[Available records]
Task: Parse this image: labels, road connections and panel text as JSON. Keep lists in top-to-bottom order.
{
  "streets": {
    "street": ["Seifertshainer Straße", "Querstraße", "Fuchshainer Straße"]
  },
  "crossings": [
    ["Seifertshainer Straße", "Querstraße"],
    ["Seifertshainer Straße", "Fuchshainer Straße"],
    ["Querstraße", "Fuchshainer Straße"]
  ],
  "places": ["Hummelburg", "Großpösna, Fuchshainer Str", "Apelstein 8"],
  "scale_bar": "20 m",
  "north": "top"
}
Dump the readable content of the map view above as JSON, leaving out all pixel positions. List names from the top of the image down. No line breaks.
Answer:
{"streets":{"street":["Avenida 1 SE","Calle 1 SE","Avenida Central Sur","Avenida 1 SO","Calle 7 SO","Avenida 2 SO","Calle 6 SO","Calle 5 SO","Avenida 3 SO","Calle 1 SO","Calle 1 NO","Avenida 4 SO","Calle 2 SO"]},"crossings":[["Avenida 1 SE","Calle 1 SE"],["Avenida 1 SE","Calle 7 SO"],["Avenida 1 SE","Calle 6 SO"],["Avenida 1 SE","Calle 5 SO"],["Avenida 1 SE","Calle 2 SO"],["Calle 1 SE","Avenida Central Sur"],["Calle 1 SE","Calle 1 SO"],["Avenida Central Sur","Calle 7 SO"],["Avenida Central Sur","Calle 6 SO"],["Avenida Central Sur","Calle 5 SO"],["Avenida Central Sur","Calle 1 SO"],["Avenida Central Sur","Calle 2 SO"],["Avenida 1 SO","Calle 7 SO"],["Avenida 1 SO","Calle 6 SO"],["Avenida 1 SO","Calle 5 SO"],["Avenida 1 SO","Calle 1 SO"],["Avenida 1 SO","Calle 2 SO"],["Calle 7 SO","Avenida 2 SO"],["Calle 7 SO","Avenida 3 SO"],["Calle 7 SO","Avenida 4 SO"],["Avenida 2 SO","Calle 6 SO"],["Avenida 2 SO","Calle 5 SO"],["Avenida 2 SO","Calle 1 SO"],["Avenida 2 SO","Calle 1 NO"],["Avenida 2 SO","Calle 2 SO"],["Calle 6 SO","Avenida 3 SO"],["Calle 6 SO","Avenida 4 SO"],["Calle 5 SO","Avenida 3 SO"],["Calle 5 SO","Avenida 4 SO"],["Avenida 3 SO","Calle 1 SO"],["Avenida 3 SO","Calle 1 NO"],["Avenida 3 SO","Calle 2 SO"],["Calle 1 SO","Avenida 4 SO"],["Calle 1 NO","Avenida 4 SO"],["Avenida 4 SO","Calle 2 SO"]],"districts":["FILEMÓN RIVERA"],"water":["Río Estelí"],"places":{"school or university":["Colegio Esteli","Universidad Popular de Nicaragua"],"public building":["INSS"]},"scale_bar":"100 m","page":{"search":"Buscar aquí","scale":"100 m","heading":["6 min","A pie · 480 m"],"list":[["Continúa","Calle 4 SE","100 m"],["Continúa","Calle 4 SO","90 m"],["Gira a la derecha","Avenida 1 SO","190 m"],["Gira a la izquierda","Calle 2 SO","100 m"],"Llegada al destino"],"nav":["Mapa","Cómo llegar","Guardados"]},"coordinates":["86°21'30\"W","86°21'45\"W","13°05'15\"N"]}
[/Available records]
Nothing beyond the line that contains "Dump the readable" belongs in the answer; reproduce the entries exactly from their first line through it.

• _Response to the task_
Task: Parse this image: labels, road connections and panel text as JSON. Keep lists in top-to-bottom order.
{
  "streets": {
    "street": ["Seifertshainer Straße", "Querstraße", "Fuchshainer Straße"]
  },
  "crossings": [
    ["Seifertshainer Straße", "Querstraße"],
    ["Seifertshainer Straße", "Fuchshainer Straße"],
    ["Querstraße", "Fuchshainer Straße"]
  ],
  "places": ["Hummelburg", "Großpösna, Fuchshainer Str", "Apelstein 8"],
  "scale_bar": "20 m",
  "north": "top"
}
Dump the readable content of the map view above as JSON, leaving out all pixel positions. List names from the top of the image down. No line breaks.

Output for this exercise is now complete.